───── SUPPLIED DATA ─────

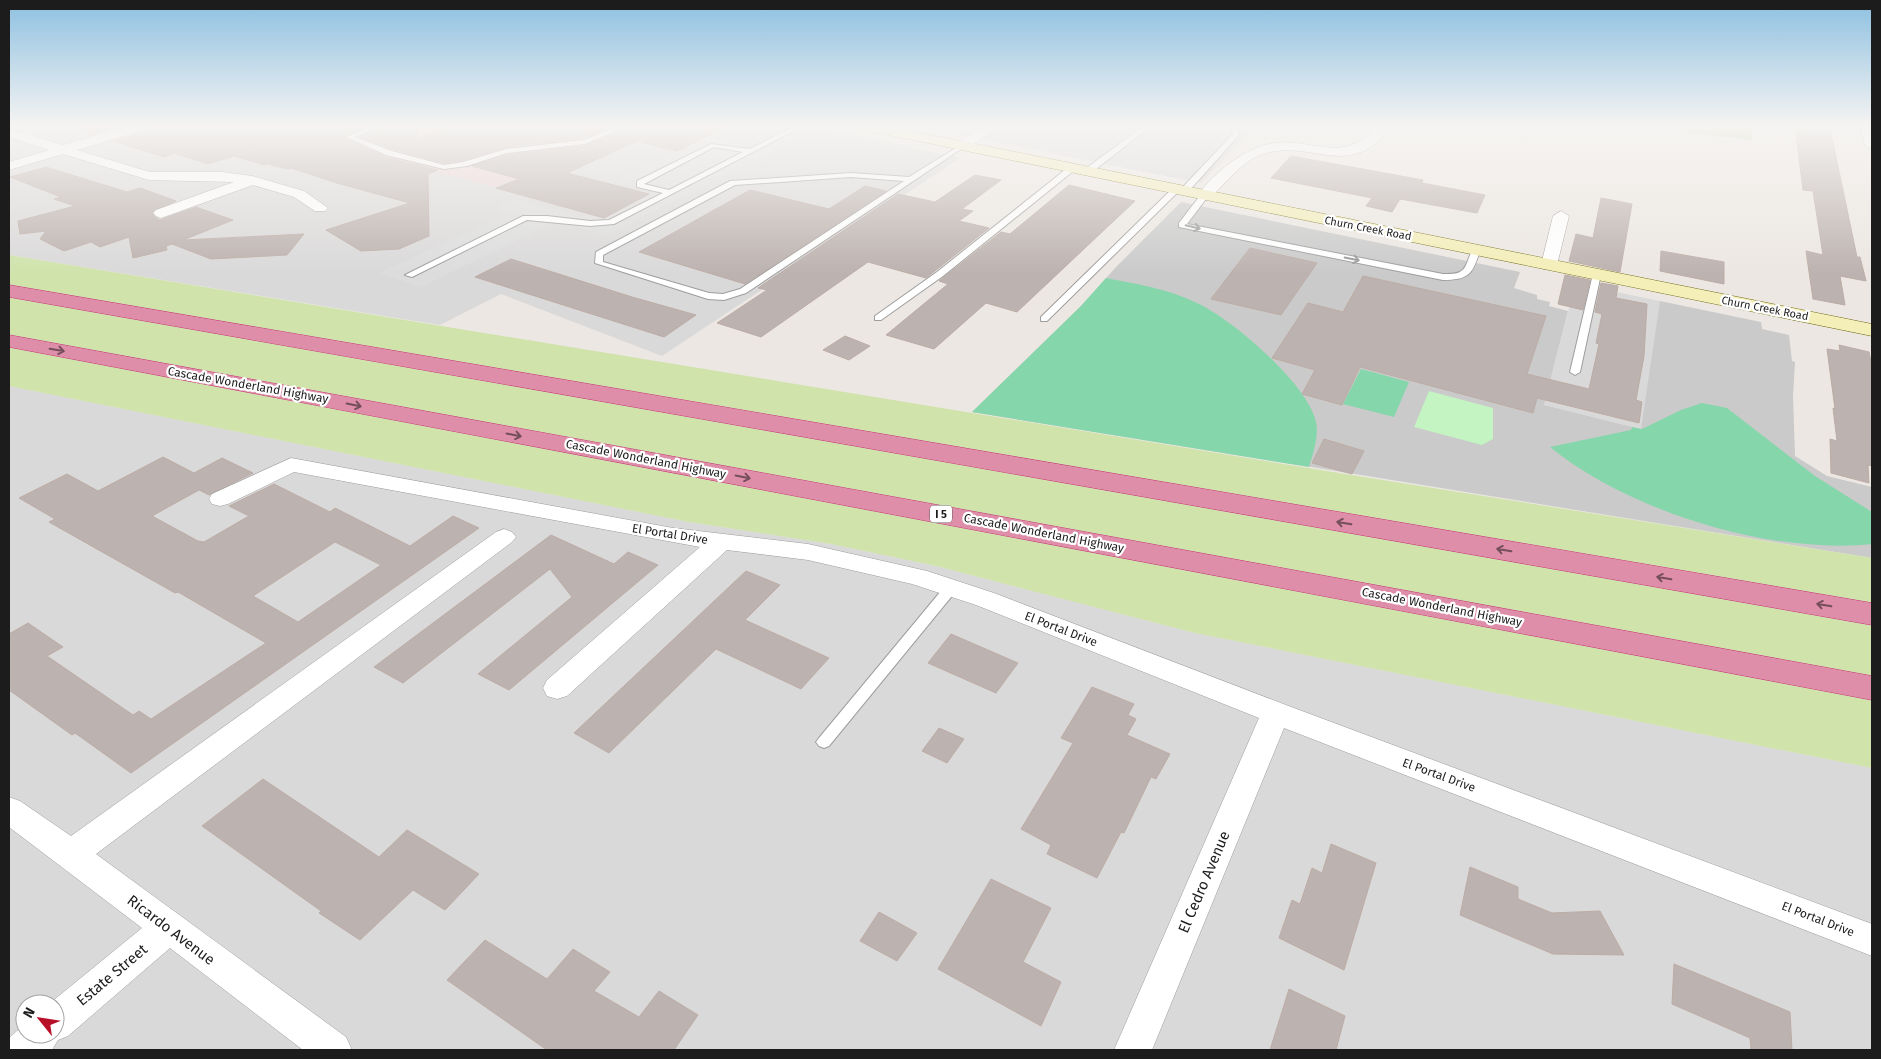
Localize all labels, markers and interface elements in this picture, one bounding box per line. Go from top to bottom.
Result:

─────
───── SUPPLIED DATA ─────

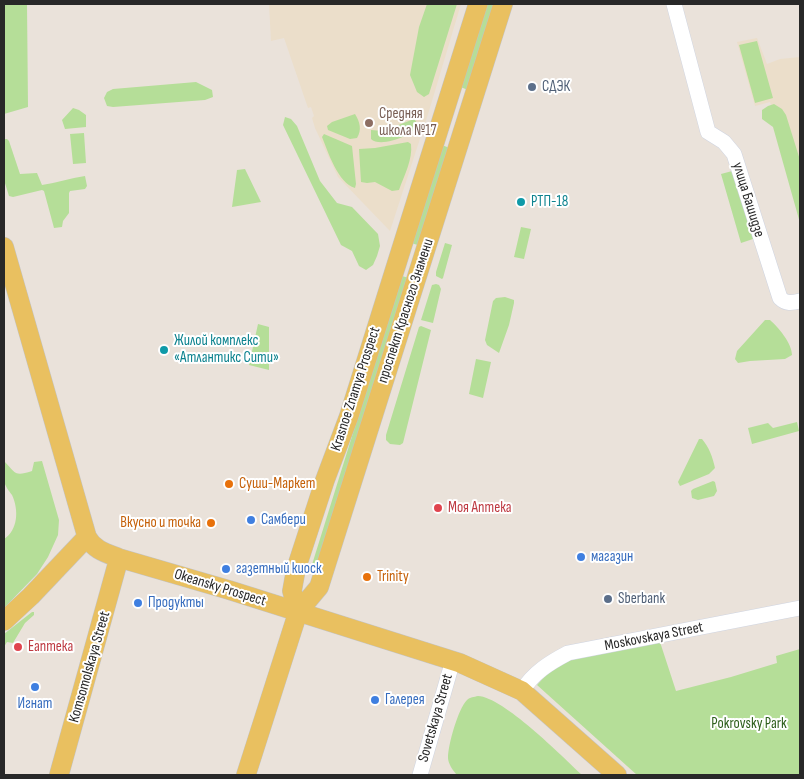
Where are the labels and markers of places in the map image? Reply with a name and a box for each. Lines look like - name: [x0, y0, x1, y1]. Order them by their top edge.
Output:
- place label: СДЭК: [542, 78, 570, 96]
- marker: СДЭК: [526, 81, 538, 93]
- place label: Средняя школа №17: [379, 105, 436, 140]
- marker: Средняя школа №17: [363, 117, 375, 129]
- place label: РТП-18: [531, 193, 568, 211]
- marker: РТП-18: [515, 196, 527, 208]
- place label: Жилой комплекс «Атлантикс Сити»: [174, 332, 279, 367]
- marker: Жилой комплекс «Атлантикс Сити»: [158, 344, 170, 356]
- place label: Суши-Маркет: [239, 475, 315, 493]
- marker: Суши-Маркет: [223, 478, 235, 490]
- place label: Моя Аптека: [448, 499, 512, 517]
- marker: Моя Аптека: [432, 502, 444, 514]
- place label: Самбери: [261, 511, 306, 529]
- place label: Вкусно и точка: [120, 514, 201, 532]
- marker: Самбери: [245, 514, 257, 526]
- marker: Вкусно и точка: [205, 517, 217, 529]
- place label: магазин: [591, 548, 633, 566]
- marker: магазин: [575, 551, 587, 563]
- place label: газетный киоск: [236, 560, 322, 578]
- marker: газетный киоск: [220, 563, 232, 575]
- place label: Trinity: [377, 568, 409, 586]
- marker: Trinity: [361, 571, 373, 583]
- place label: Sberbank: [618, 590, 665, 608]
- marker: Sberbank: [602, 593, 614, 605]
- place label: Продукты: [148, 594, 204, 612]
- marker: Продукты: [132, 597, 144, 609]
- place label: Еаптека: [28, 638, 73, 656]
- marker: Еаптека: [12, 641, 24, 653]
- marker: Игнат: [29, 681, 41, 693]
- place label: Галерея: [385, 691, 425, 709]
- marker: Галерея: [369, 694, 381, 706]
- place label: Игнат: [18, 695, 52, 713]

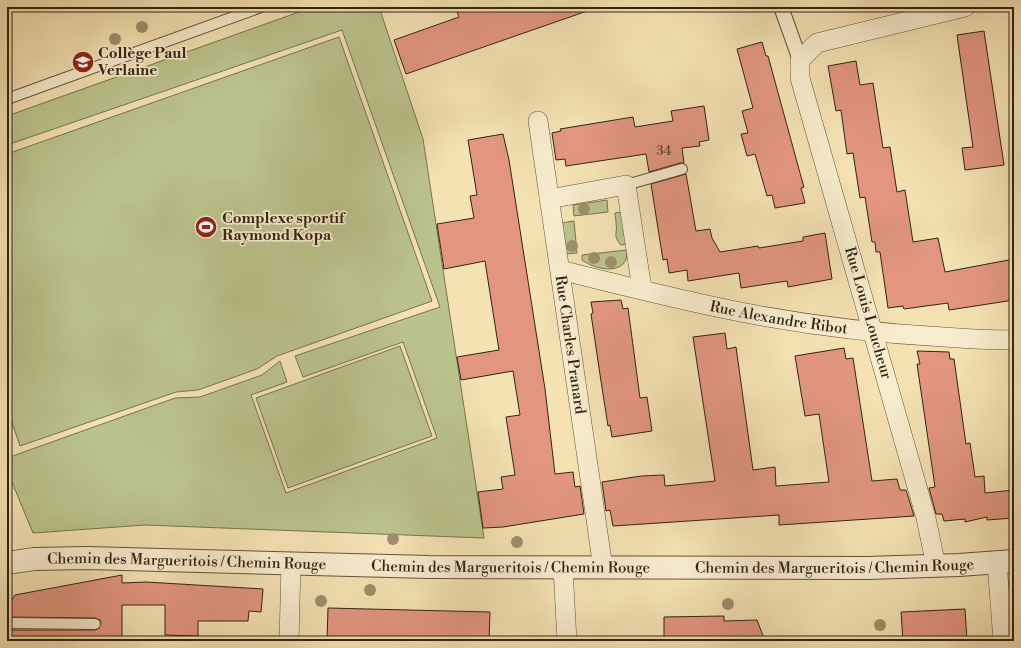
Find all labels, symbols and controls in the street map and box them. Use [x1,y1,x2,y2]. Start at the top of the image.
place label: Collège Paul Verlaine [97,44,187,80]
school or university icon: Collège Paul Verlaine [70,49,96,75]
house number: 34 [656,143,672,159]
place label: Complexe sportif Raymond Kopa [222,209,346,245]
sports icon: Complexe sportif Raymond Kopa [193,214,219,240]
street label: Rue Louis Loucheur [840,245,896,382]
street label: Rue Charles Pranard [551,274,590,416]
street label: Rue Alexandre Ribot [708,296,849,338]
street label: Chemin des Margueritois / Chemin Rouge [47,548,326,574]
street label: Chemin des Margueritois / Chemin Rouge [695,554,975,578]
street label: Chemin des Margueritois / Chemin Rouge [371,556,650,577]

─────

▶ WORK INSTRUCTIONS
Count up the lines in the records that contain the word "markers" and reply with that figure only.

▶ THE COMPLETED TASK
2